Rodin s’aperçut de l’impression qu’il causait ; il s’y attendait : il ne se déconcerta donc pas le moins du monde lorsque mademoiselle de Cardoville lui dit en l’envisageant bien en face et attachant sur lui un regard perçant :

— Ah !… vous êtes M. Rodin… le secrétaire de M. l’abbé d’Aigrigny ?

— Dites ex-secrétaire, s’il vous plaît, ma chère demoiselle, répondit le jésuite ; car vous sentez bien que je ne remettrai jamais les pieds chez l’abbé d’Aigrigny… Je m’en suis fait un ennemi implacable, et je me trouve sur le pavé… Mais il n’importe… Qu’est-ce que je dis ? mais tant mieux, puisqu’à ce prix-là des méchants sont démasqués et d’honnêtes gens secourus.
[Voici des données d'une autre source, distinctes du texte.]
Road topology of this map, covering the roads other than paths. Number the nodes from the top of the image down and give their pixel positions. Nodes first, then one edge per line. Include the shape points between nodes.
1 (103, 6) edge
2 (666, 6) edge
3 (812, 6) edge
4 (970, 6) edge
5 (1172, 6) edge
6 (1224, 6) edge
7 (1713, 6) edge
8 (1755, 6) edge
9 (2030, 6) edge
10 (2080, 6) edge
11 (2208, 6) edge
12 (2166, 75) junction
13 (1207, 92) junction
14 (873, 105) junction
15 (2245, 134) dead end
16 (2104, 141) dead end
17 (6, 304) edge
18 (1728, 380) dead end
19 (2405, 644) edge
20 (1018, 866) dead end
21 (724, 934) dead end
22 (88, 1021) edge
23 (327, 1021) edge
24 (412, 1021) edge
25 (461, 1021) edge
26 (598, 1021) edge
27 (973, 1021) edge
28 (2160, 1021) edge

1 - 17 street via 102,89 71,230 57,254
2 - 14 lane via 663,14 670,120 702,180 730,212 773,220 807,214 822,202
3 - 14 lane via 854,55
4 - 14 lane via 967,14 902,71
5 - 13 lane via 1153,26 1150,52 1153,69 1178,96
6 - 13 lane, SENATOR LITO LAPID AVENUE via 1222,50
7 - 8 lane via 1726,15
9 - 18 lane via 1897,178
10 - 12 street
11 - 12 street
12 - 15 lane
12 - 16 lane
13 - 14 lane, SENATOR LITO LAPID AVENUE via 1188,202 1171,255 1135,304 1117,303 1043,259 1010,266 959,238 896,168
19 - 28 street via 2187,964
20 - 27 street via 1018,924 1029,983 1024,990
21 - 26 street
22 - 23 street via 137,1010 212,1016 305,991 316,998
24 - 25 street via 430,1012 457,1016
Ces mots, dit très-simplement et très-dignement, ramenèrent la pitié au cœur d’Adrienne. Elle songea qu’après tout, ce pauvre vieux homme disait vrai. La haine de l’abbé d’Aigrigny ainsi dévoilée devait être inexorable, et, après tout, Rodin l’avait bravée pour faire une généreuse révélation.